How to complete this task
Could you retype the records word for word but without any pictures?

━━━━━ Raw data

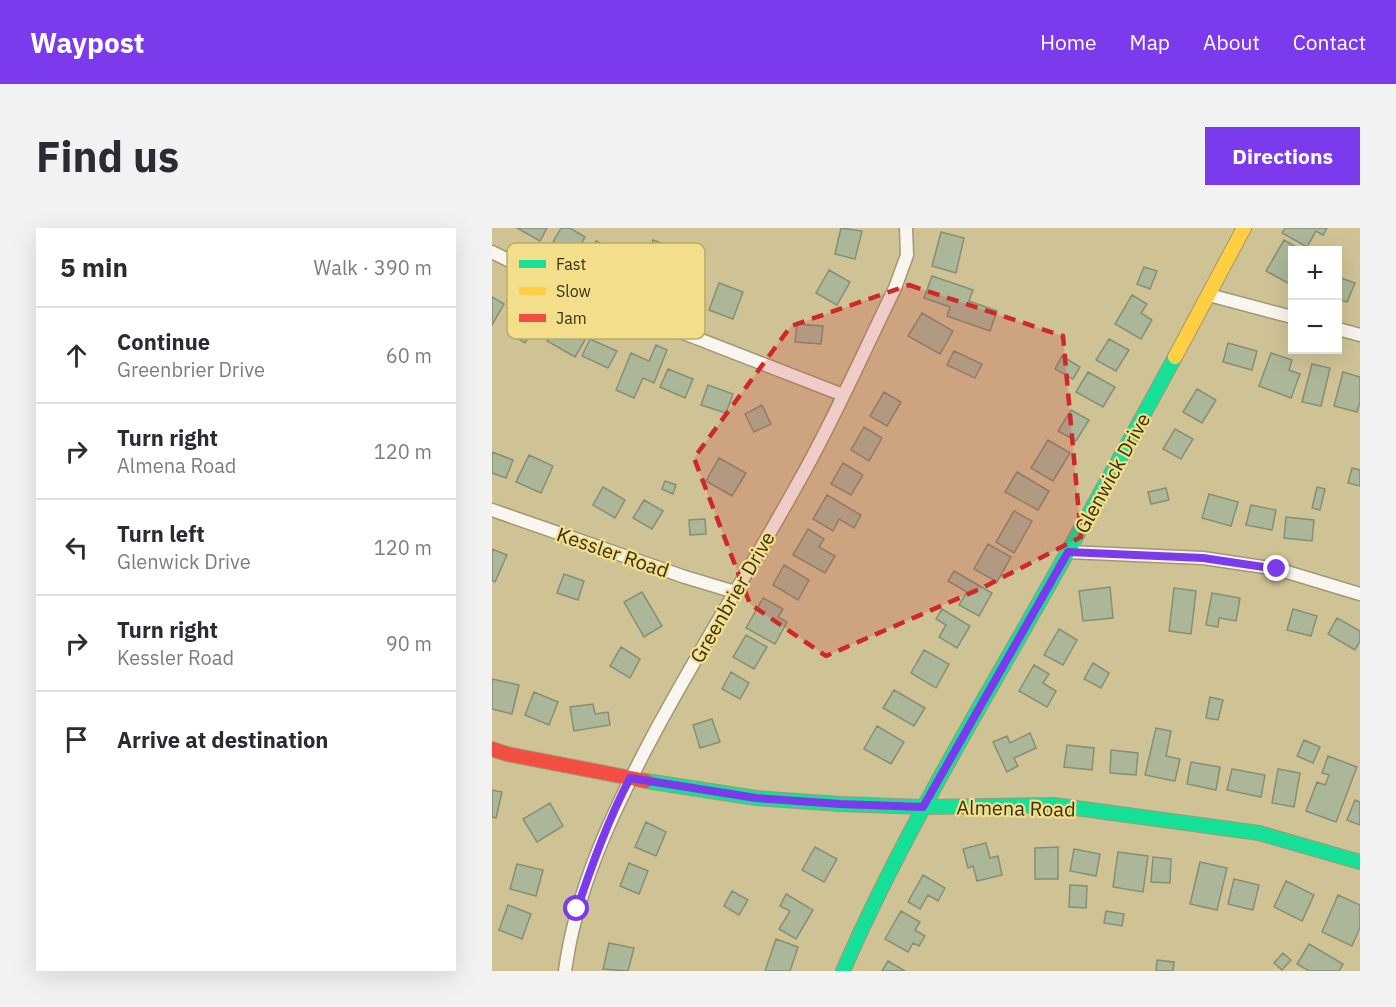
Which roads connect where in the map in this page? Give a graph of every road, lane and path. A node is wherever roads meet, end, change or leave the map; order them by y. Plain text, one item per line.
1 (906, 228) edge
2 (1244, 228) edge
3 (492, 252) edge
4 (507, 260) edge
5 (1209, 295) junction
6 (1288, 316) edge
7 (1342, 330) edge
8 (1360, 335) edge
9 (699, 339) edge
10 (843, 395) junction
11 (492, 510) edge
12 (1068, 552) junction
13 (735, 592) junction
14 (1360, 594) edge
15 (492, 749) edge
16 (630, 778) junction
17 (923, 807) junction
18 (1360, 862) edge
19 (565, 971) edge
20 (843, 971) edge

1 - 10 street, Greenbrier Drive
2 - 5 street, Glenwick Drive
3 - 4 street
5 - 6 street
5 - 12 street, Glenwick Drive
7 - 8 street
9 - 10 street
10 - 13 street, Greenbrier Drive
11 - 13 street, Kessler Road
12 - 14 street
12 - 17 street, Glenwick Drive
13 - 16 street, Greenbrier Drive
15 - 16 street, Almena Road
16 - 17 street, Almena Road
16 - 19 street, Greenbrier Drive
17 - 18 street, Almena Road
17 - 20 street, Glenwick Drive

━━━━━━━━━━

Answer to this task
Which roads connect where in the map in this page? Give a graph of every road, lane and path. A node is wherever roads meet, end, change or leave the map; order them by y. Plain text, one item per line.
1 (906, 228) edge
2 (1244, 228) edge
3 (492, 252) edge
4 (507, 260) edge
5 (1209, 295) junction
6 (1288, 316) edge
7 (1342, 330) edge
8 (1360, 335) edge
9 (699, 339) edge
10 (843, 395) junction
11 (492, 510) edge
12 (1068, 552) junction
13 (735, 592) junction
14 (1360, 594) edge
15 (492, 749) edge
16 (630, 778) junction
17 (923, 807) junction
18 (1360, 862) edge
19 (565, 971) edge
20 (843, 971) edge

1 - 10 street, Greenbrier Drive
2 - 5 street, Glenwick Drive
3 - 4 street
5 - 6 street
5 - 12 street, Glenwick Drive
7 - 8 street
9 - 10 street
10 - 13 street, Greenbrier Drive
11 - 13 street, Kessler Road
12 - 14 street
12 - 17 street, Glenwick Drive
13 - 16 street, Greenbrier Drive
15 - 16 street, Almena Road
16 - 17 street, Almena Road
16 - 19 street, Greenbrier Drive
17 - 18 street, Almena Road
17 - 20 street, Glenwick Drive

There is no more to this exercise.